NetFlix using Machine Learning to maximize customer experience: A Case Study
What began as a DVD rental service in 1998 is now one of the world’s most powerful and renowned media streaming services. Having garnered subscribers up to almost 158.3 million, an estimate of nearly 37% of the world’s internet users are using Netflix.
Having Netflix has become the “in thing” among today’s populace and “binge-watching”, a formerly alien term has now become almost interchangeable with this service. Be it cartoons, movies, original web series, TV series, and documentaries available in multiple languages as well as subtitles and varied genres and categories, Netflix has something to offer to all generations and majority nationalities.
Use of Data Science and algorithms to improve customer experience
In the early 2000s, Netflix had initiated an open competition offering a 1-million-dollar prize for the best collective filtering algorithm to predict the ratings of users for films, based on their previous ratings. This approach resulted in becoming the turning point for the service.
Now, Netflix uses an opulence of technological algorithms to boost and enhance its customer experience.
Below are a few approaches using Data Science which are adopted by Netflix to improve the customer experience:
1. Recommendation System
In a service like Netflix, every action the user takes is recorded. The shows watched, the time of day when they are viewed, what was watched before and after that show, how quickly a series is binge-watched, when and where a user gets bored and stops watching, how long does a user take to scroll, and every single click of the pause and play button. Using a detailed tagging system Netflix can recommend its users the content which it knows will be their cup of tea.
Recommendation Systems are mainly of two main types:
- Content-based Recommendation Systems: In this system, the background knowledge regarding the products as well as the customer information is taken into account. Similar suggestions are provided based on the content the user has viewed on Netflix. For example, if the user has watched a film that has a “thriller” genre, similar films, having the same genre will be suggested.
- Collaborative filtering Recommendation Systems: This system provides suggestions based on the similar profiles of its users and is independent of knowledge of the product. This system is based solely on the assumption that what the users prefer in the past they will also prefer in the future.
2. Personalised Thumbnails
One thing which can be noticed upon opening Netflix is that the thumbnail you will see for a particular movie or show may not be similar to the thumbnail another user will get. Netflix elucidates the thumbnail images and then ranks every image in an attempt to gauge which thumbnail will have the maximum possibility of getting clicked by a particular user. These calculations are mainly based on what users similar to that particular user have clicked on.
One discovery can be that users who like a certain actor or movie genre have a greater likelihood of clicking images with that certain actor or image depicting a certain scenario.

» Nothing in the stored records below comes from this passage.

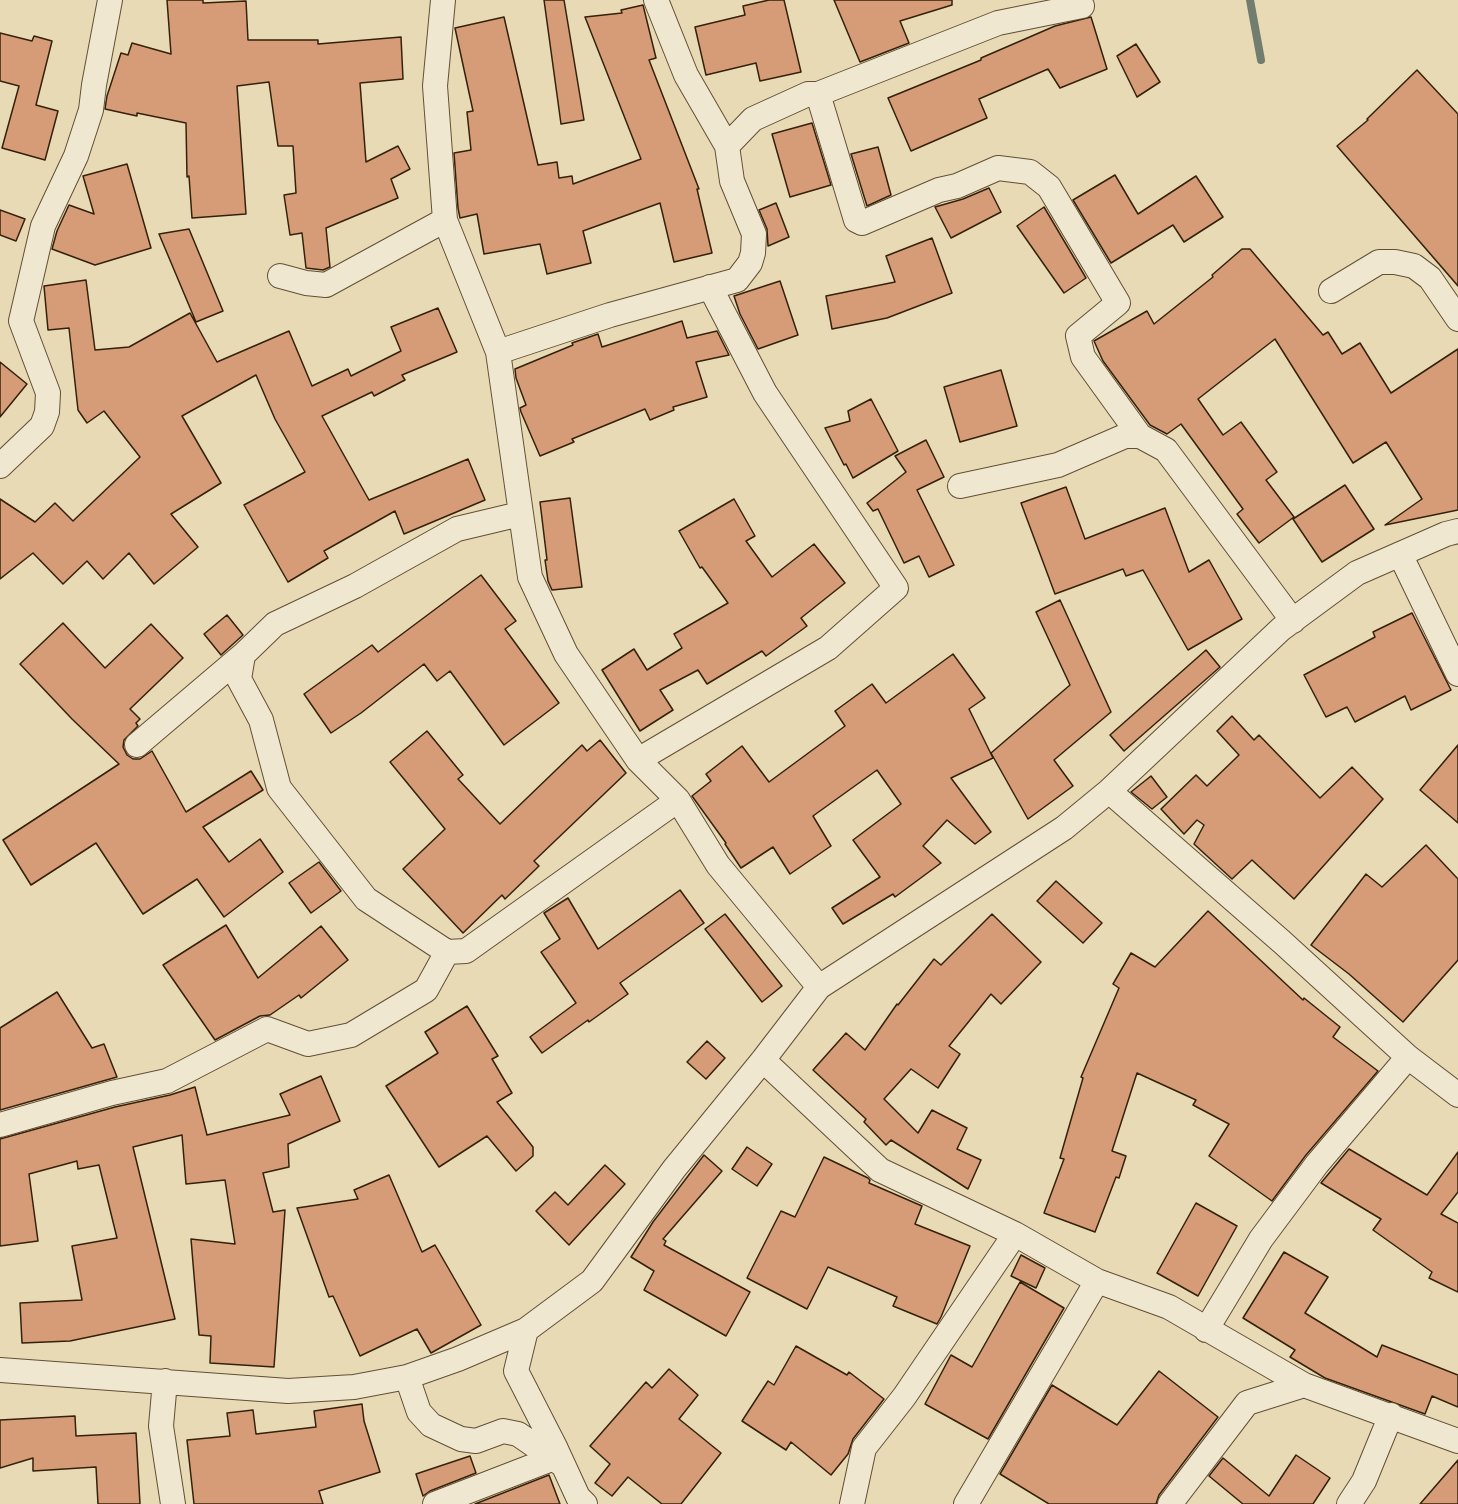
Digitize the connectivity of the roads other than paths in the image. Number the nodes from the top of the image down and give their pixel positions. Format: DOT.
graph roads {
  1 [pos="110,0"];
  2 [pos="443,0"];
  3 [pos="656,0"];
  4 [pos="1082,6"];
  5 [pos="818,94"];
  6 [pos="727,146"];
  7 [pos="445,219"];
  8 [pos="280,276"];
  9 [pos="710,288"];
  10 [pos="1330,291"];
  11 [pos="1458,319"];
  12 [pos="498,352"];
  13 [pos="1140,436"];
  14 [pos="0,466"];
  15 [pos="960,486"];
  16 [pos="520,514"];
  17 [pos="1458,531"];
  18 [pos="1400,554"];
  19 [pos="1293,621"];
  20 [pos="243,655"];
  21 [pos="1458,674"];
  22 [pos="137,745"];
  23 [pos="638,760"];
  24 [pos="1109,791"];
  25 [pos="678,800"];
  26 [pos="447,952"];
  27 [pos="819,987"];
  28 [pos="1408,1058"];
  29 [pos="764,1060"];
  30 [pos="1458,1095"];
  31 [pos="0,1125"];
  32 [pos="1016,1234"];
  33 [pos="1097,1281"];
  34 [pos="526,1330"];
  35 [pos="1206,1330"];
  36 [pos="0,1370"];
  37 [pos="407,1377"];
  38 [pos="165,1381"];
  39 [pos="1304,1385"];
  40 [pos="1390,1415"];
  41 [pos="1458,1441"];
  42 [pos="559,1462"];
  43 [pos="173,1504"];
  44 [pos="435,1504"];
  45 [pos="585,1504"];
  46 [pos="852,1504"];
  47 [pos="966,1504"];
  48 [pos="1170,1504"];
  49 [pos="1349,1504"];
  1 -- 14 [label="street"];
  2 -- 7 [label="street"];
  3 -- 6 [label="street"];
  4 -- 5 [label="street"];
  5 -- 6 [label="street"];
  5 -- 13 [label="street"];
  6 -- 9 [label="street"];
  7 -- 8 [label="street"];
  7 -- 12 [label="street"];
  9 -- 12 [label="street"];
  9 -- 23 [label="street"];
  10 -- 11 [label="street"];
  12 -- 16 [label="street"];
  13 -- 15 [label="street"];
  13 -- 19 [label="street"];
  16 -- 20 [label="street"];
  16 -- 23 [label="street"];
  17 -- 18 [label="street"];
  18 -- 19 [label="street"];
  18 -- 21 [label="street"];
  19 -- 24 [label="street"];
  20 -- 22 [label="street"];
  20 -- 26 [label="street"];
  23 -- 25 [label="street"];
  24 -- 27 [label="street"];
  24 -- 28 [label="street"];
  25 -- 26 [label="street"];
  25 -- 27 [label="street"];
  26 -- 31 [label="street"];
  27 -- 29 [label="street"];
  28 -- 30 [label="street"];
  28 -- 35 [label="street"];
  29 -- 32 [label="street"];
  29 -- 34 [label="street"];
  32 -- 33 [label="street"];
  32 -- 46 [label="street"];
  33 -- 35 [label="street"];
  33 -- 47 [label="street"];
  34 -- 37 [label="street"];
  34 -- 42 [label="street"];
  35 -- 39 [label="street"];
  36 -- 38 [label="street"];
  37 -- 38 [label="street"];
  37 -- 42 [label="street"];
  38 -- 43 [label="street"];
  39 -- 40 [label="street"];
  39 -- 48 [label="street"];
  40 -- 41 [label="street"];
  40 -- 49 [label="street"];
  42 -- 44 [label="street"];
  42 -- 45 [label="street"];
}
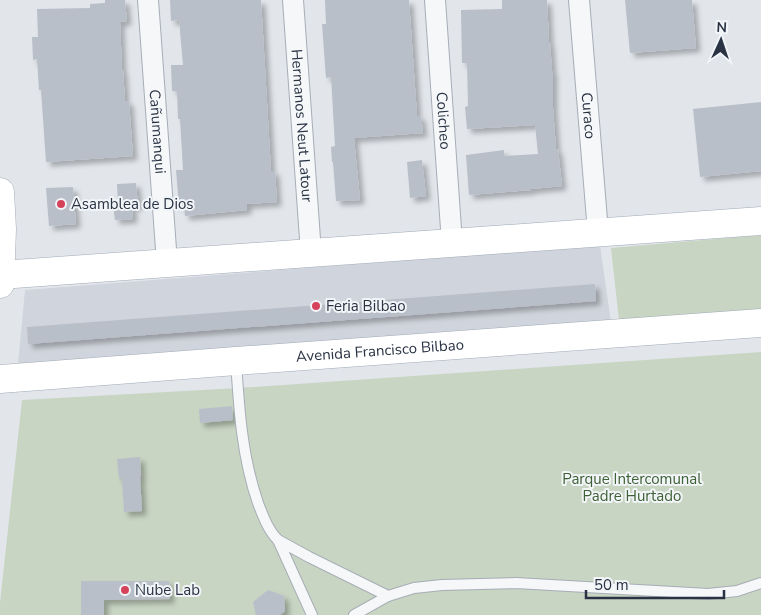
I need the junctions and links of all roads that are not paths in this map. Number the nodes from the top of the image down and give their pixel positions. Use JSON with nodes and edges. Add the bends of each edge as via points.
{"nodes":[{"id":1,"x":148,"y":0,"type":"edge"},
{"id":2,"x":293,"y":0,"type":"edge"},
{"id":3,"x":435,"y":0,"type":"edge"},
{"id":4,"x":579,"y":0,"type":"edge"},
{"id":5,"x":0,"y":192,"type":"edge"},
{"id":6,"x":761,"y":221,"type":"edge"},
{"id":7,"x":598,"y":232,"type":"junction"},
{"id":8,"x":452,"y":243,"type":"junction"},
{"id":9,"x":311,"y":253,"type":"junction"},
{"id":10,"x":167,"y":263,"type":"junction"},
{"id":11,"x":0,"y":278,"type":"edge"},
{"id":12,"x":761,"y":323,"type":"edge"},
{"id":13,"x":236,"y":361,"type":"junction"},
{"id":14,"x":0,"y":379,"type":"edge"},
{"id":15,"x":278,"y":540,"type":"junction"},
{"id":16,"x":761,"y":584,"type":"edge"},
{"id":17,"x":388,"y":596,"type":"junction"},
{"id":18,"x":312,"y":615,"type":"edge"},
{"id":19,"x":354,"y":615,"type":"edge"}],
"edges":[{"from":1,"to":10,"type":"street","name":"Cañumanqui"},
{"from":2,"to":9,"type":"street","name":"Hermanos Neut Latour"},
{"from":3,"to":8,"type":"street","name":"Colicheo"},
{"from":4,"to":7,"type":"street","name":"Curaco"},
{"from":5,"to":11,"type":"main road"},
{"from":6,"to":7,"type":"main road"},
{"from":7,"to":8,"type":"main road"},
{"from":8,"to":9,"type":"main road"},
{"from":9,"to":10,"type":"main road"},
{"from":10,"to":11,"type":"main road"},
{"from":12,"to":13,"type":"main road","name":"Avenida Francisco Bilbao"},
{"from":13,"to":14,"type":"main road","name":"Avenida Francisco Bilbao"},
{"from":13,"to":15,"type":"lane","via":[[242,430],[251,482],[271,533]]},
{"from":15,"to":17,"type":"lane"},
{"from":15,"to":18,"type":"lane"},
{"from":16,"to":17,"type":"lane","via":[[708,594],[482,583],[414,588]]},
{"from":17,"to":19,"type":"lane"}]}
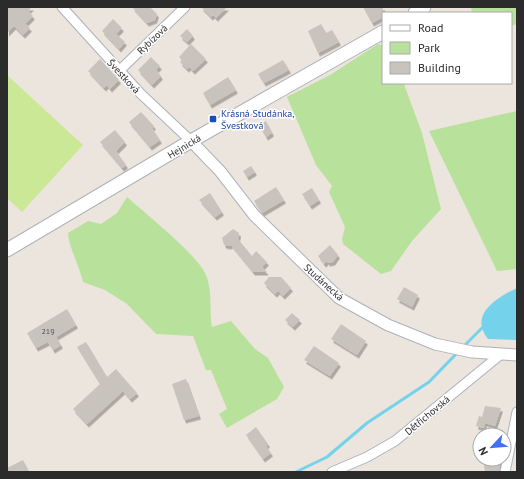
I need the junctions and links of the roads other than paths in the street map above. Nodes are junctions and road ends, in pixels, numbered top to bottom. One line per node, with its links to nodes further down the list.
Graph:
1 (62, 7): 4 (street, Švestková)
2 (185, 7): 4 (street, Rybízová)
3 (382, 33): 5 (main road, Hejnická)
4 (119, 71): 5 (street, Švestková)
5 (191, 141): 6 (main road, Hejnická); 7 (street, Studánecká)
6 (7, 250)
7 (500, 355): 8 (street); 10 (street, Dětřichovská)
8 (517, 355)
9 (517, 412): 11 (street)
10 (332, 472)
11 (505, 472)

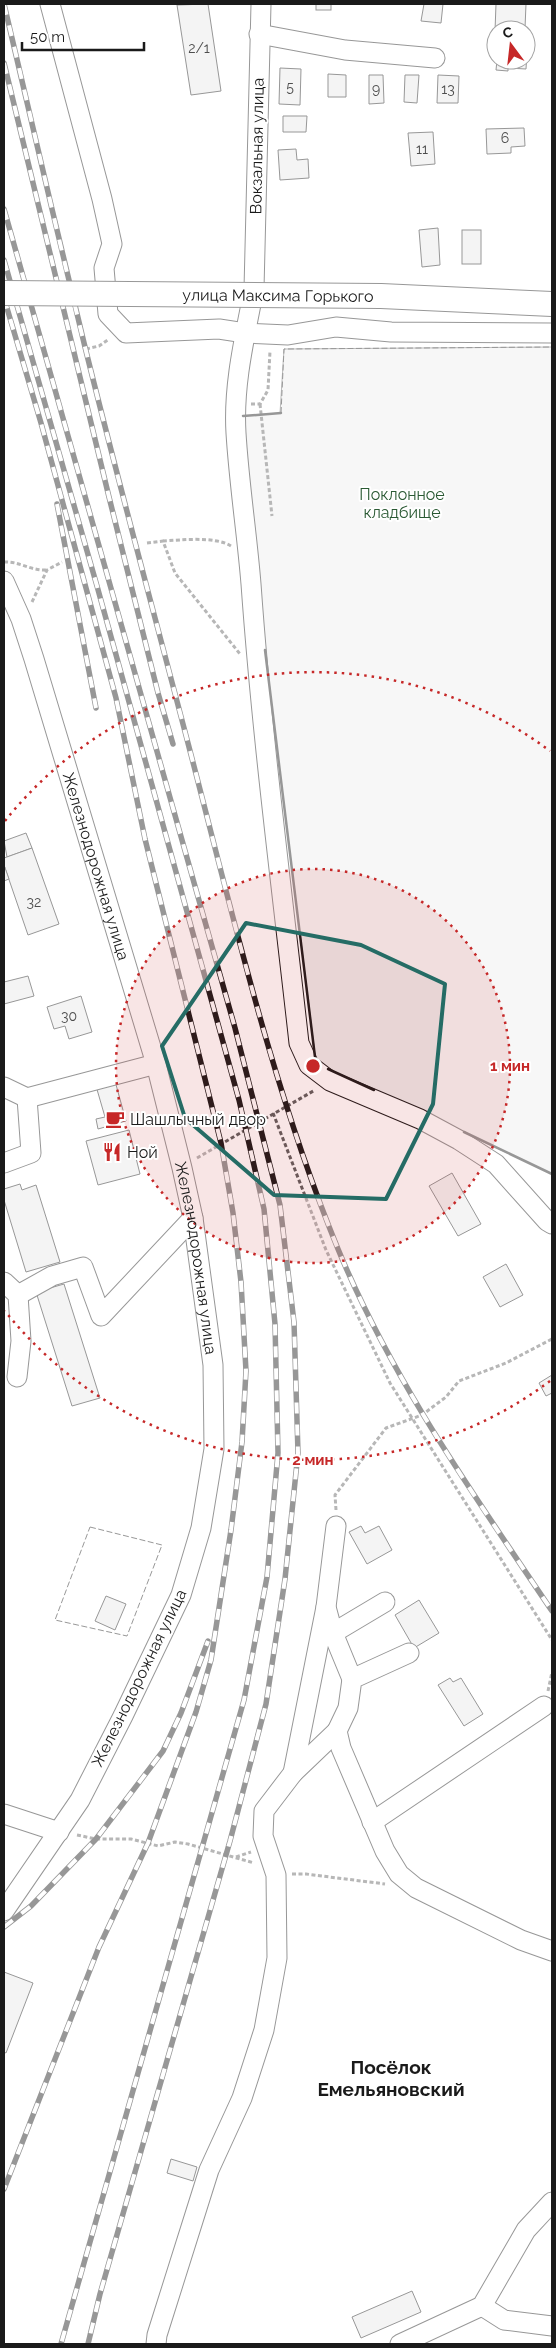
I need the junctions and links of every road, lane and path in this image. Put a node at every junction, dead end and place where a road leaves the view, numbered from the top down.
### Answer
1 (50, 4) edge
2 (261, 4) edge
3 (259, 34) junction
4 (434, 58) dead end
5 (254, 289) junction
6 (4, 293) edge
7 (552, 299) edge
8 (552, 304) edge
9 (126, 333) junction
10 (245, 333) junction
11 (552, 333) edge
12 (86, 349) dead end
13 (269, 368) dead end
14 (268, 390) dead end
15 (260, 404) dead end
16 (272, 516) dead end
17 (163, 541) junction
18 (147, 543) dead end
19 (249, 558) junction
20 (4, 562) edge
21 (62, 562) dead end
22 (47, 570) junction
23 (4, 581) edge
24 (21, 618) junction
25 (257, 666) junction
26 (156, 1064) junction
27 (330, 1081) junction
28 (4, 1087) edge
29 (26, 1098) junction
30 (273, 1113) junction
31 (4, 1163) edge
32 (182, 1168) junction
33 (193, 1218) junction
34 (552, 1224) edge
35 (4, 1282) edge
36 (18, 1295) junction
37 (552, 1339) edge
38 (17, 1377) dead end
39 (412, 1419) junction
40 (336, 1526) joint
41 (385, 1602) dead end
42 (326, 1608) junction
43 (333, 1633) junction
44 (552, 1640) edge
45 (409, 1653) dead end
46 (352, 1678) junction
47 (544, 1706) dead end
48 (338, 1731) junction
49 (293, 1773) junction
50 (4, 1814) edge
51 (372, 1822) junction
52 (59, 1832) junction
53 (276, 1875) junction
54 (416, 1888) junction
55 (4, 1911) edge
56 (552, 1951) edge
57 (552, 2202) edge
58 (482, 2306) junction
59 (552, 2326) edge
60 (156, 2344) edge
61 (400, 2344) edge

1 - 9 street
2 - 3 street, Вокзальная улица
3 - 4 street
3 - 5 street, Вокзальная улица
5 - 7 street
5 - 10 street, Вокзальная улица
6 - 8 main road, улица Максима Горького, bridge
9 - 10 street
9 - 12 path
10 - 11 street
10 - 19 street, Вокзальная улица
13 - 14 path
15 - 16 path
17 - 18 path
17 - 19 path
17 - 25 path
19 - 25 street, Вокзальная улица
20 - 22 path
21 - 22 path
22 - 24 path
23 - 24 street, Железнодорожная улица
24 - 26 street, Железнодорожная улица
25 - 27 street, Вокзальная улица
26 - 29 street
26 - 32 street, Железнодорожная улица
27 - 30 path
27 - 34 street, Вокзальная улица
28 - 29 street
29 - 31 street
30 - 32 path
30 - 39 path
32 - 33 street, Железнодорожная улица
33 - 36 street
33 - 52 street, Железнодорожная улица
35 - 36 street
36 - 38 street
37 - 39 path
39 - 40 path
39 - 44 path
40 - 42 street
41 - 43 street
42 - 43 street
42 - 49 street
43 - 46 street
45 - 46 street
46 - 48 street
47 - 51 street
48 - 49 street
48 - 51 street
49 - 53 street
50 - 52 street
51 - 54 street
52 - 53 path
52 - 55 street, Железнодорожная улица
53 - 54 path
53 - 60 street
54 - 56 street
57 - 58 street
58 - 59 street
58 - 61 street

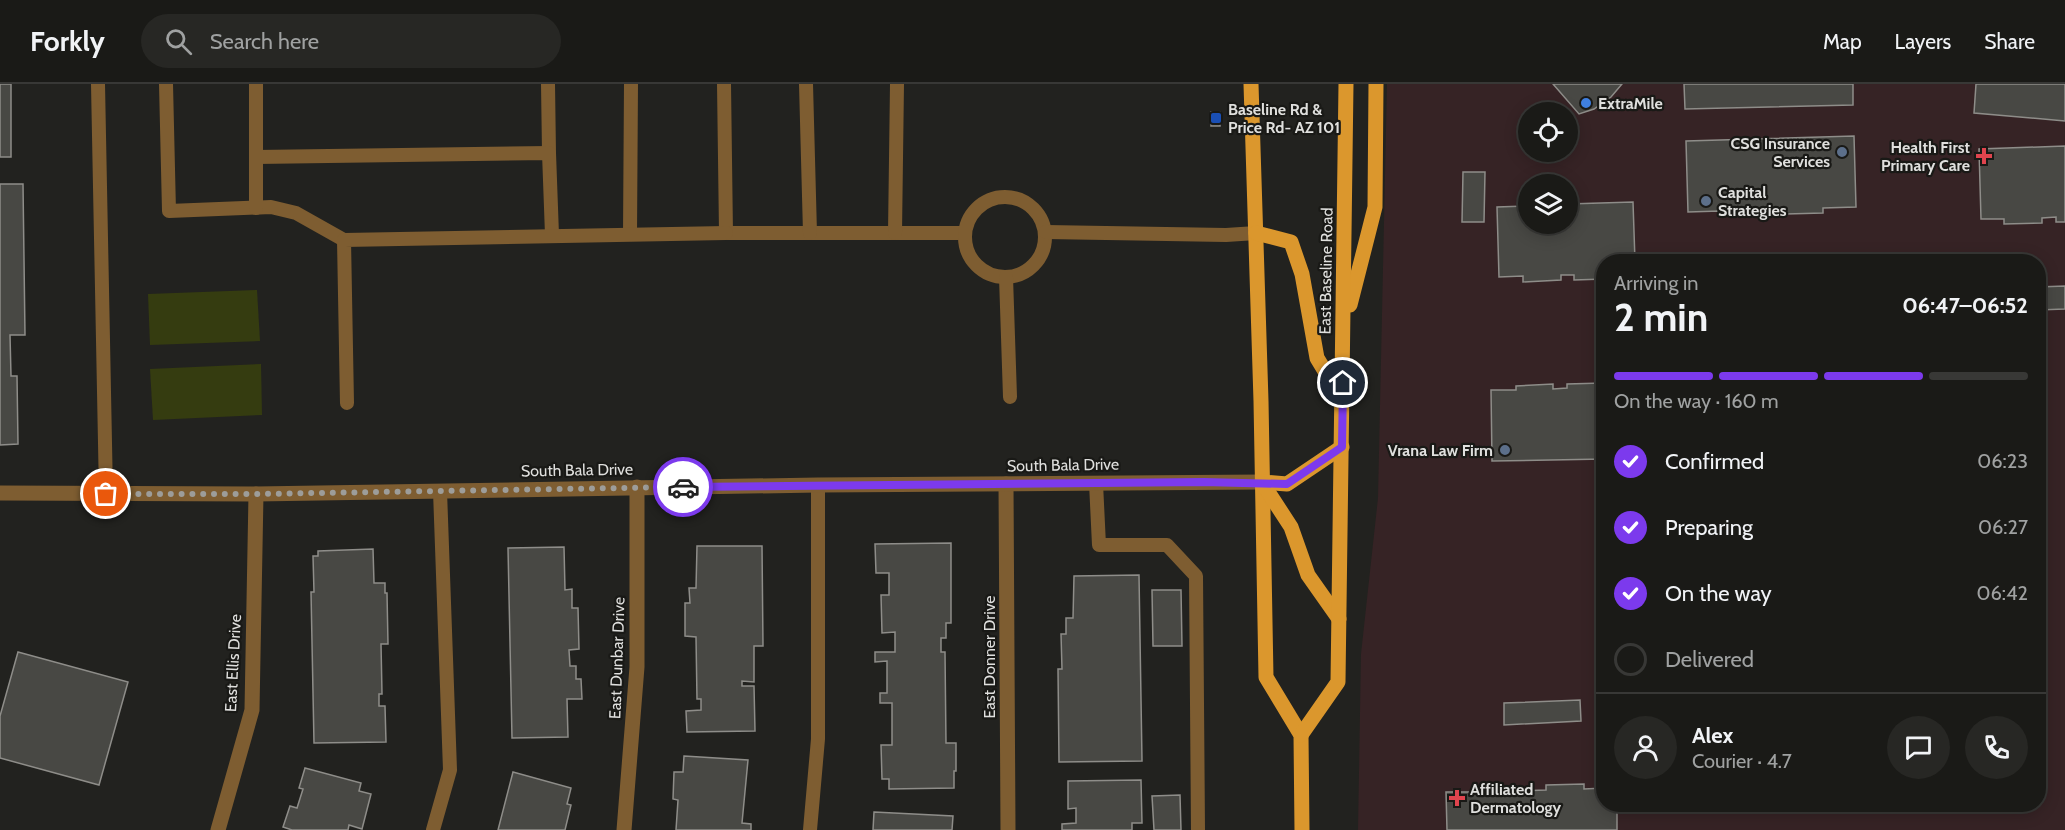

3. Optimized streaming quality
Netflix makes use of past viewed data for predicting bandwidth usage to help the service decide when it should cache regional servers to ensure prompt load times during high demand. Thus, the service predicts which show is to be streamed in a certain location and caches the content in the nearby server when the internet traffic is minimal. This is done to ensure that the content is streamed without any buffering to maximize customer satisfaction.
Netflix undergoes a rigorous process of A/B testing for its adaptive streaming as well as content delivery network algorithms before it becomes the default customer experience.
4. Finding the next hit series
Netflix spent around 100 million on 26 episodes of House of Cards by analyzing the data of its viewers, i.e. based on their customer behavior as well as feedback. Netflix knew through its use of Big Data that its customers liked Kevin Spacy and through correlation, they derived that their users also liked David Fincher.
Hence with this data, Netflix was able to bring together the ideal cast as well as director for the show. Even the show’s poster was generated through machine learning.
Conclusion
Predominantly the reason for Netflix’s growing popularity is its programmed intuitive nature. From knowing what content to offer to which user, creating a user’s profile to provide personalized services to each of them as well as enhancing their streaming experience and offering a variety of such convenient features, this article highlights the way the service has made exceptional use of Data handling and analytics to reach where it is today and to maximize its customer’s experience as well as to promote its brand.